Private Practice, nella quarta stagione si parlerà di stupro

Private Practice, nella quarta stagione si parlerà di stupro

Nell'episodio del 28 ottobre di Private Practice una delle protagoniste una delle protagoniste di Private Practice verrà stuprata da un paziente fuori di testa (la guest star Nicholas Brendon), uno storyline che andrà avanti per tutta la stagione e che avrà dei riflessi su tutti i personaggi dello show

    Non è certo conosciuto perché tratta tematiche d’attualità, né per il suo impegno sociale (i maligni lo descrivono come Beautiful in ospedale) ma alla fine dell’episodio del 28 ottobre e soprattutto nell’episodio del 4 novembre,vedremo che una delle protagoniste di Private Practice verrà stuprata da un paziente fuori di testa (la guest star Nicholas Brendon), uno storyline che andrà avanti per tutta la stagione e che avrà dei riflessi su tutti i personaggi dello show. “La violenza sulle donne – spiega la produttrice Shonda Rhimes – viene vista dal punto di vista delle forze dell’ordine, al contrario Private Practice la tratterà dal punto di vista della vittima e delle persone che stanno intorno a lei”. Volete saperne di più? Continuate a leggere…

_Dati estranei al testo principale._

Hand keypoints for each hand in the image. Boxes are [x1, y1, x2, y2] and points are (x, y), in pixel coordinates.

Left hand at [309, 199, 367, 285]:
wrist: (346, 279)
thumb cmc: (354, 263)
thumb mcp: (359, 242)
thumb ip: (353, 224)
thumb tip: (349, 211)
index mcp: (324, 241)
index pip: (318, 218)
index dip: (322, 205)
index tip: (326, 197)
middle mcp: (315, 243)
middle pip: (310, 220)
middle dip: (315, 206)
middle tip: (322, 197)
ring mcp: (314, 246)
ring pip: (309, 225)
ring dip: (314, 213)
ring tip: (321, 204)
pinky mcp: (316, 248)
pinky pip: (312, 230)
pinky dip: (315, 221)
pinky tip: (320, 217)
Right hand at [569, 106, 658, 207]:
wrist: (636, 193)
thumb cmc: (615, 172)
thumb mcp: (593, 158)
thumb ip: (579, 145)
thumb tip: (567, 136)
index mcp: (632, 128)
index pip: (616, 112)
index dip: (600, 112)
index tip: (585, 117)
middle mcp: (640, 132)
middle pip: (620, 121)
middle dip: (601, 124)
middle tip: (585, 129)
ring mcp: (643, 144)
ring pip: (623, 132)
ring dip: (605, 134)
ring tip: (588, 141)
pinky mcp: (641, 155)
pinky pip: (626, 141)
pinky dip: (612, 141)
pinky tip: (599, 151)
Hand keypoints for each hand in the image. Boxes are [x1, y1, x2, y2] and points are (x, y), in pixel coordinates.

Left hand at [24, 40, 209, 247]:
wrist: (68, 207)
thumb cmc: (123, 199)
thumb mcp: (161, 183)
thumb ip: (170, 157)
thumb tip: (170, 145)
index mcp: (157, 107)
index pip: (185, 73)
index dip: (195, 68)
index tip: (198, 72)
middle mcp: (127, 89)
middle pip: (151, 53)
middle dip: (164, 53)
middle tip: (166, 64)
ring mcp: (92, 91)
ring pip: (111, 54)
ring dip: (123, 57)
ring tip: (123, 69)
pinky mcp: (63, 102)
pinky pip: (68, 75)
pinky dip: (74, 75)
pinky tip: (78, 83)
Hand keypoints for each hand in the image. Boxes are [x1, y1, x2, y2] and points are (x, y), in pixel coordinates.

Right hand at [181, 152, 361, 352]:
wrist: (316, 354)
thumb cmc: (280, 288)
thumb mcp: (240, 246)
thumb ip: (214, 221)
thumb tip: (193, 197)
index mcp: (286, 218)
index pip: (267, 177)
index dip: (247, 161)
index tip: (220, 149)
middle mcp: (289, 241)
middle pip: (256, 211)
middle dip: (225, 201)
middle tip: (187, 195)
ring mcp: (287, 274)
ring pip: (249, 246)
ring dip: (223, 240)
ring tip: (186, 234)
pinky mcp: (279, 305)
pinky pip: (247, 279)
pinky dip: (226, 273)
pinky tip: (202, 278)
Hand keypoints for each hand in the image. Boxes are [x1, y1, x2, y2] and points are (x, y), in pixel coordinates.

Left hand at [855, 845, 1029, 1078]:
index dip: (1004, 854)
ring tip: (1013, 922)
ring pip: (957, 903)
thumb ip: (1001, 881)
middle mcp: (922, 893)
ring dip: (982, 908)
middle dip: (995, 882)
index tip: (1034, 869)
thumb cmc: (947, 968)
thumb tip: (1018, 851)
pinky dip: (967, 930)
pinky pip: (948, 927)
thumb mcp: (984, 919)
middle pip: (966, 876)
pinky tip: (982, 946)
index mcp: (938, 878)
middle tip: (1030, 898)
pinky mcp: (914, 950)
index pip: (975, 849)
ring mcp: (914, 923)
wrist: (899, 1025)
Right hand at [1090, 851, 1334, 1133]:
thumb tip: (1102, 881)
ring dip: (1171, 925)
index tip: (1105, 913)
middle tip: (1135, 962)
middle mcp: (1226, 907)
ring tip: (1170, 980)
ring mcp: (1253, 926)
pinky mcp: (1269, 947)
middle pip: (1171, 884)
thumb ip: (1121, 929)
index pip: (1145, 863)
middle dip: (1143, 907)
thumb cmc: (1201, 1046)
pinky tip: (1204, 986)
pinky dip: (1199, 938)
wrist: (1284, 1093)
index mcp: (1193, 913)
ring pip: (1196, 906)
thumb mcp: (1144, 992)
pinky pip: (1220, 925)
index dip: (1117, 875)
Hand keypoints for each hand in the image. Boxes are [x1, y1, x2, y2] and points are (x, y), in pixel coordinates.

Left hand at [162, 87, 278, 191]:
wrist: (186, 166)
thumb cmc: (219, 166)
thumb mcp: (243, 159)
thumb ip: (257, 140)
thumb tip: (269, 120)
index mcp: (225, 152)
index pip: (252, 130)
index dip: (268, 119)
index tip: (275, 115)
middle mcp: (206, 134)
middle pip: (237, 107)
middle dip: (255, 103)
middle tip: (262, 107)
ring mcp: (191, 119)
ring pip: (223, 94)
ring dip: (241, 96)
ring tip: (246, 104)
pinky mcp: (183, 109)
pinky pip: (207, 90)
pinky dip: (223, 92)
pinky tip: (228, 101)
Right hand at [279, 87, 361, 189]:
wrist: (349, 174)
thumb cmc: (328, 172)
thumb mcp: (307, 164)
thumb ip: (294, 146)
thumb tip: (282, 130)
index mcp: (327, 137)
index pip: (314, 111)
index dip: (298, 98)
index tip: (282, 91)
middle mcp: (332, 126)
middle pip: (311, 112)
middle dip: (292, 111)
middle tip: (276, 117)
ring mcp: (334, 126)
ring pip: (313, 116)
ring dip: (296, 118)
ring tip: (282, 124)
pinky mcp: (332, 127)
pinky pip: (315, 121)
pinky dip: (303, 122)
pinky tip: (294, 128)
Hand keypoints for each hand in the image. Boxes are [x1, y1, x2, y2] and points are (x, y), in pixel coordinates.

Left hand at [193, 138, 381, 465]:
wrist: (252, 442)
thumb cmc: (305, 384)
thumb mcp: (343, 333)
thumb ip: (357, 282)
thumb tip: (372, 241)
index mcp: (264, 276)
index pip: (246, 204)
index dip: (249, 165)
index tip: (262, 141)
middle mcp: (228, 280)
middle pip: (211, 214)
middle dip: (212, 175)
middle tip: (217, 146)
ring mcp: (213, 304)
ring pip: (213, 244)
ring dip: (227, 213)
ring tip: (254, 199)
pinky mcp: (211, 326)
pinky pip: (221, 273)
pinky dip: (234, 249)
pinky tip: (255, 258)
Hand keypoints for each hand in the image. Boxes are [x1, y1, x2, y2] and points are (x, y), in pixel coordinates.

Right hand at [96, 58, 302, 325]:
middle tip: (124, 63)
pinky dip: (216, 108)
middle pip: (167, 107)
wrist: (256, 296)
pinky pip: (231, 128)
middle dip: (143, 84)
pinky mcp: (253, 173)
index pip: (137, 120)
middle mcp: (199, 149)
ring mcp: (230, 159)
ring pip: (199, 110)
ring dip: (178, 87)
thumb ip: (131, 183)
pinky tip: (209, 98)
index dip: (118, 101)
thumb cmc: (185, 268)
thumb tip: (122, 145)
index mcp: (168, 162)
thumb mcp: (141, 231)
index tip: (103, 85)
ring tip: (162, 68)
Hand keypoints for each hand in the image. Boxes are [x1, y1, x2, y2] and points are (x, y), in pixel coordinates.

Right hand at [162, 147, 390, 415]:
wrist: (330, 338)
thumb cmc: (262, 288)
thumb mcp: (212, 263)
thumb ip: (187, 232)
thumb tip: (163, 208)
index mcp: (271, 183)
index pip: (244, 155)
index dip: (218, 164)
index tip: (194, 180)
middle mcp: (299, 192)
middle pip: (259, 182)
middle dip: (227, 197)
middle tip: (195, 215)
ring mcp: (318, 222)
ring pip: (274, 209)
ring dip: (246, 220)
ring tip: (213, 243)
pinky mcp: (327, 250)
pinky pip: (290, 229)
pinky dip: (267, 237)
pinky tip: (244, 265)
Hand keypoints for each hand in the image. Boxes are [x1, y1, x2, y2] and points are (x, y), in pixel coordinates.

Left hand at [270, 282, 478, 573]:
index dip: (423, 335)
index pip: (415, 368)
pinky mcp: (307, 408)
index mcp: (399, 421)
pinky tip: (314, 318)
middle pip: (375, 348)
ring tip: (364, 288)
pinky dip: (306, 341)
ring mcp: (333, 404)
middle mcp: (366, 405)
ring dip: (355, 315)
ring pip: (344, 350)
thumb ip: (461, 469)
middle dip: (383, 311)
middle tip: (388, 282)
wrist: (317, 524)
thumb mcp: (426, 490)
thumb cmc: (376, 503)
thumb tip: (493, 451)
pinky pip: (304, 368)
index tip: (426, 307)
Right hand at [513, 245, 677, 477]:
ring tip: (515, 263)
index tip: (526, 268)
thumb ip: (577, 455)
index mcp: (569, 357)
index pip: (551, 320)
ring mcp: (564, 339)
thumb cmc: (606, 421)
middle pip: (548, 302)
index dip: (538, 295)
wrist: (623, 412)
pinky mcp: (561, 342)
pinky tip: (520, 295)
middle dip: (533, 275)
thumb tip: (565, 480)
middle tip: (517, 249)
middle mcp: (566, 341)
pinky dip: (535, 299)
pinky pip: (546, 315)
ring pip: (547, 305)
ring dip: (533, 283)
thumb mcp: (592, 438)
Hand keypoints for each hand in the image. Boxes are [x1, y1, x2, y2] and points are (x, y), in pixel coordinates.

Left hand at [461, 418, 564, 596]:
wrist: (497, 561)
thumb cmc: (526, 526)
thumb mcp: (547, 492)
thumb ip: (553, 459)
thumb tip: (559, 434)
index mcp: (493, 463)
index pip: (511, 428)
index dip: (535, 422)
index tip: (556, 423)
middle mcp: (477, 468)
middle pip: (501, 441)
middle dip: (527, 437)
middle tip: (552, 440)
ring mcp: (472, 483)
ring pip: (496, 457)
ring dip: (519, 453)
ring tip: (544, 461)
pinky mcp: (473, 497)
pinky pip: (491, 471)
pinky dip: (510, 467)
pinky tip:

    Nella quarta stagione di Private Practice si parlerà dello stupro dal punto di vista delle donne, la vittima sarà Charlotte King (KaDee Strickland) che alla fine dell’episodio dell’episodio del 28 ottobre (“All in the Family“) sarà stuprata dal personaggio – un paziente squilibrato – interpretato da Nicholas Brendon. Lo storyline continuerà nell’episodio del 4 novembre – intitolato “Did You Hear What Happened to Charlotte King?” – che sarà diverso da tutti gli altri episodi di Private Practice.

    E’ ambientato completamente di notte, quasi del tutto in ospedale – spiega la creatrice e produttrice Shonda Rhimes, che ha sceneggiato la puntata – non c’è quasi per niente musica, sarà un episodio silenzioso, avvincente e doloroso. Il lavoro che KaDee ha fatto in questa puntata è stupefacente”.

    E l’attrice si è detta entusiasta dell’episodio, “credo sia eccitante interpretare un tipo di personaggio per quattro stagioni e poi cambiarlo totalemente, creativamente è un grande regalo per un attore e penso di poter raggiungere le tante persone che hanno subito violenze, e le persone che sono state accanto ad alter che hanno subito violenza.

    L’unica cosa che mi interessava era che fosse fatto bene, e Shonda si è detta d’accordo”.

    Per la Strickland, “l’episodio del 4 novembre cambierà tutto, non sembrerà neanche Private Practice: sarà più come un film, ambientato tutto in una notte” e pur essendo al corrente che lo stupro – oltre che una tragica realtà – è uno storyline piuttosto presente negli show (in questa stagione viene trattato ad esempio in 90210), spiega che “Shonda ci ha messo il cuore, abbiamo lavorato a stretto contatto con Rainn [Rape, Abuse & Incest National Network] e la tematica sarà approfondita. Charlotte convivrà con questa cosa finché resterà in Private Practice”.

    Non è chiaro se il personaggio della dottoressa King ritornerà chiusa come ad inizio dello show, probabilmente sì perché “sarà una violenza brutale – ha spiegato l’attrice, che non ha usato una controfigura per la scena in questione – un attacco molto violento. All’inizio attraverserà una fase di diniego, non accetterà quello che le è accaduto e tenterà in tutti i modi di agire come se non le fosse accaduto niente”, anche se poi dovrebbe confessare la violenza ad Addison (Kate Walsh).

    Lo stupro avrà ovviamente ripercussioni sui piani matrimoniali di Cooper e Charlotte, “è molto più interessante uno storyline come questo – ha concluso l’attrice – che uno storyline su un tradimento o qualcuno che comincia ad avere i piedi di piombo, e vi permetterà – e permetterà di vedere al mio personaggio – di vedere un lato di Cooper che non avete mai visto prima”.